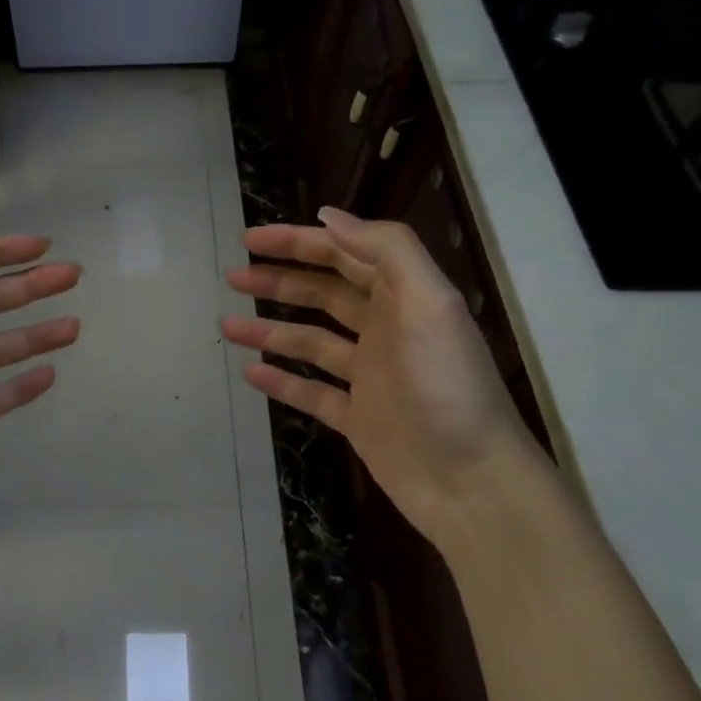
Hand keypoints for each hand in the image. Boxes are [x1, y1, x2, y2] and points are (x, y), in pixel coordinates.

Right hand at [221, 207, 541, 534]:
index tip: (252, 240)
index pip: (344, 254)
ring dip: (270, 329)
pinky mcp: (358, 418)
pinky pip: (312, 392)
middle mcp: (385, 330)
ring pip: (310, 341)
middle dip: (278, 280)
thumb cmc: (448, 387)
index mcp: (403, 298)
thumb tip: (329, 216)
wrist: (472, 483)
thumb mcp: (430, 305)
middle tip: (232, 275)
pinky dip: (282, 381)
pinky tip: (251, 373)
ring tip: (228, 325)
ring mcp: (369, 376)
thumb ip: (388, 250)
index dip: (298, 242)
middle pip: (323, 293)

_ _ _ _

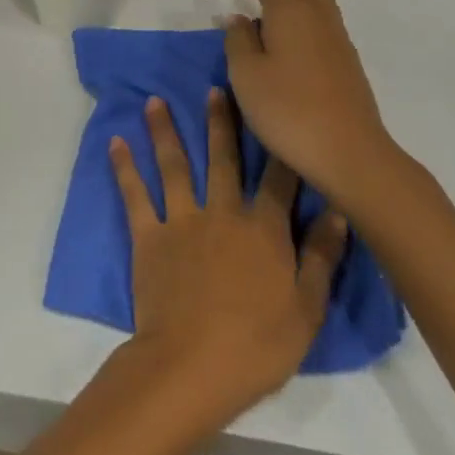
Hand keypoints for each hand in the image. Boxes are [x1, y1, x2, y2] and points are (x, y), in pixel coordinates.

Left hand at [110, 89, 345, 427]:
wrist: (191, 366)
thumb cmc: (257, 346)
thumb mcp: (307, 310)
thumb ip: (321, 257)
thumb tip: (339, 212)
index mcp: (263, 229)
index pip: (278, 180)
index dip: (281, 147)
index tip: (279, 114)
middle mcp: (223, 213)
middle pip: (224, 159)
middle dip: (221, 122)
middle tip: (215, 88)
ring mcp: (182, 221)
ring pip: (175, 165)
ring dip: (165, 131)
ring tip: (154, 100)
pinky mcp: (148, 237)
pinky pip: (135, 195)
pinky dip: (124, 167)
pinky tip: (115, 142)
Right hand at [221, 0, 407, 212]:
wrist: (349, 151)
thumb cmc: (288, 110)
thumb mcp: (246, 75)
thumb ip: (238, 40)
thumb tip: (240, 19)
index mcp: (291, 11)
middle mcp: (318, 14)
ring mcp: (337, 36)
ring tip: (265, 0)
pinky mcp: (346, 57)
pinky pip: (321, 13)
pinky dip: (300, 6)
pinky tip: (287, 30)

_ _ _ _

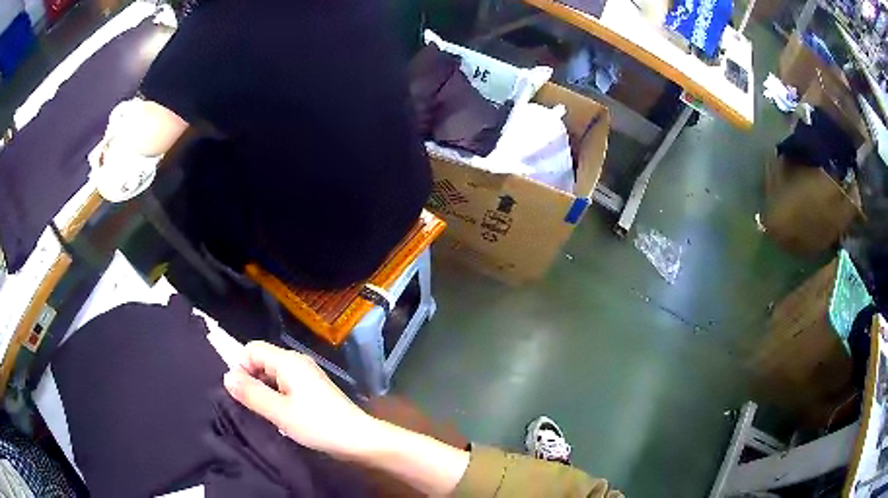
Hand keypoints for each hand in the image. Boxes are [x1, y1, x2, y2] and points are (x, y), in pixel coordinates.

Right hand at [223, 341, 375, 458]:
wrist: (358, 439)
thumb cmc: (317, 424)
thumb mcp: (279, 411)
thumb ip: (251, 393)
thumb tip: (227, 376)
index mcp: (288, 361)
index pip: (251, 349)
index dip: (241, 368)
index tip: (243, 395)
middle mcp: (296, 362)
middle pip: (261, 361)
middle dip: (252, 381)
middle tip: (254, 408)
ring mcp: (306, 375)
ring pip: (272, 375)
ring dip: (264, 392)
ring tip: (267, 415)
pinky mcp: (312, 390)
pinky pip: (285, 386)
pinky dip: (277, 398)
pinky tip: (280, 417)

_ _ _ _

[Try it] From the entries above, return exactly the line containing "middle dip: (221, 122)", the line containing "pinky tip: (287, 30)", and all lines between, and nothing else.

[Task output]
middle dip: (221, 122)
middle tip: (215, 88)
ring mcp: (182, 221)
ring pip: (175, 165)
ring dip: (165, 131)
ring tip: (154, 100)
pinky mcp: (148, 237)
pinky pip: (135, 195)
pinky dip: (124, 167)
pinky tip: (115, 142)
Right hand at [221, 0, 407, 212]:
wrist: (349, 151)
thumb cmc: (288, 110)
thumb mcp: (246, 75)
thumb ip: (238, 40)
thumb tip: (240, 19)
index mcp: (291, 11)
middle mcp: (318, 14)
ring mcp: (337, 36)
ring tip: (265, 0)
pinky mcp: (346, 57)
pinky pip: (321, 13)
pinky dip: (300, 6)
pinky tip: (287, 30)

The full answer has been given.